Eleven Fin Whales Caught in Iceland in One Week Skip to content

Eleven Fin Whales Caught in Iceland in One Week

Four fin whales were landed at the Hvalstöðin whale processing station in Hvalfjörður, West Iceland, on Sunday, brought in by whaling vessels Hvalur 8 and Hvalur 9. That made the grand total of fin whales caught in the first week of the season to 11. The quota is for 180 animals.

whaling_ipaA whaling vessel. Photo copyright Icelandic Photo Agency.

“It’s going fantastically well. The atmosphere here at the whaling station is great, just like in the old days,” commented manager of Hvalstöðin Gunnlaugur F. Gunnlaugsson to Morgunblaðið. “It’s always the same feeling.”

Gunnlaugur added that the whales were of good quality. He said that they differ in weight but estimated that that a 60-feet (18.3-meter) fin whale weighs 40-50 tons when hauled out of the ocean.

Ninety people work eight-hour shifts on cutting the whale meat at Hvalstöðin. Many of the employees are students working a summer job but among them are also experienced whale cutters. “They always return,” said Gunnlaugur.

Each employee works two shifts in a 24-hour period and one shift the next. On Sunday they were preparing to work through the night.

The meat, ventral grooves, fat and tails are frozen.

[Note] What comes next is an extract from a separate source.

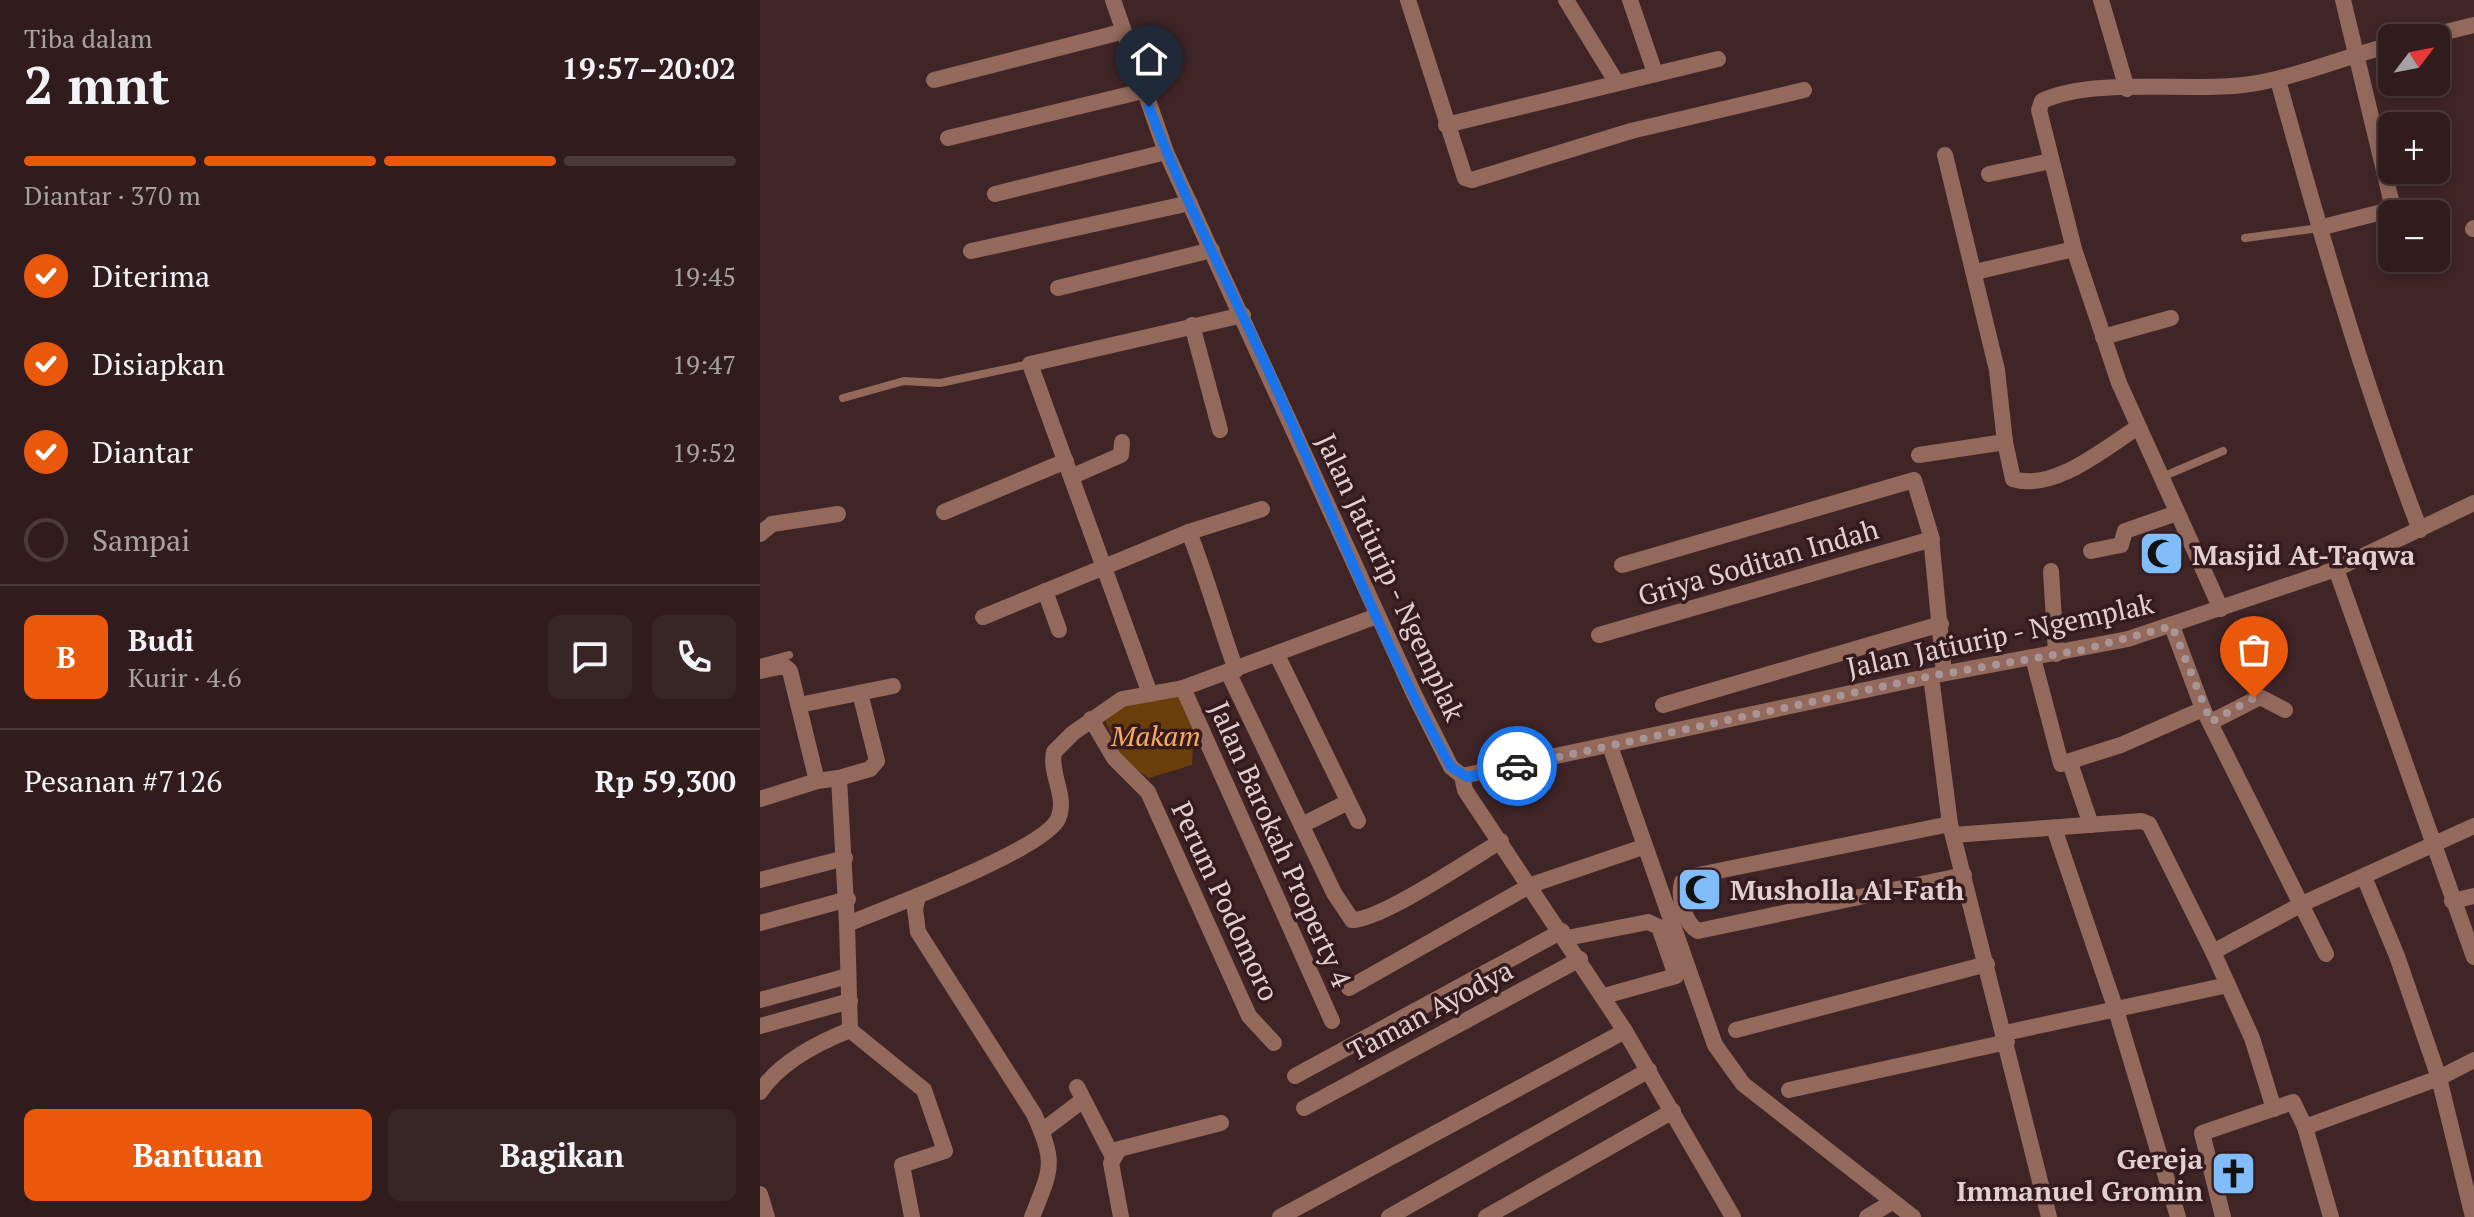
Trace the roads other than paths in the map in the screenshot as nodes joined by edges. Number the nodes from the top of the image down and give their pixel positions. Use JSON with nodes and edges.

The bones are sawed into pieces and boiled to extract the oil. Then the bones are used for making meal, along with the intestines and cutoffs.

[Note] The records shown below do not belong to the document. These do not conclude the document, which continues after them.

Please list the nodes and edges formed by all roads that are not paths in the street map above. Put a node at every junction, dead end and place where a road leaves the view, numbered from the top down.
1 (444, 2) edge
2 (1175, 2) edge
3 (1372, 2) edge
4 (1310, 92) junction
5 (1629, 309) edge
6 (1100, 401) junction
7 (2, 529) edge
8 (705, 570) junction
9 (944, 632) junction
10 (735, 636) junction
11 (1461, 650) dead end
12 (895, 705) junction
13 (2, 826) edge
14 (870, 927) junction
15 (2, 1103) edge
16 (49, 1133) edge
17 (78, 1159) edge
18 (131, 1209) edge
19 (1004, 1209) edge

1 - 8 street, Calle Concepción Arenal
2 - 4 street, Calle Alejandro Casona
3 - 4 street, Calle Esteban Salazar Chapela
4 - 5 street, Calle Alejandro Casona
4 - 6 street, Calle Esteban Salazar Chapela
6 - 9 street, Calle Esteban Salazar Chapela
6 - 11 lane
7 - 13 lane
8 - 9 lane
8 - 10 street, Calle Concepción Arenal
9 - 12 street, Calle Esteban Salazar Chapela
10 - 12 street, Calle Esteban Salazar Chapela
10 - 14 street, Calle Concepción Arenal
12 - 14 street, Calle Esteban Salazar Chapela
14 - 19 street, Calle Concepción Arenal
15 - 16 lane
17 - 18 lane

The main freezing plant is at Hvalstöðin but 30 people also work on freezing whale products in Akranes and 15 in Hafnarfjörður. Each whaling vessel has a crew of 13. A total of 161 people are employed by whaling company Hvalur this summer.

Iceland’s decision to resume commercial hunting of fin whales—a species listed as endangered—after a two-year break has raised controversy both on a national and global scale.

Dutch authorities have committed to banning the transit of Icelandic whale meat through Dutch ports—most of it is destined for the Japanese market—after a petition garnered over one million signatures.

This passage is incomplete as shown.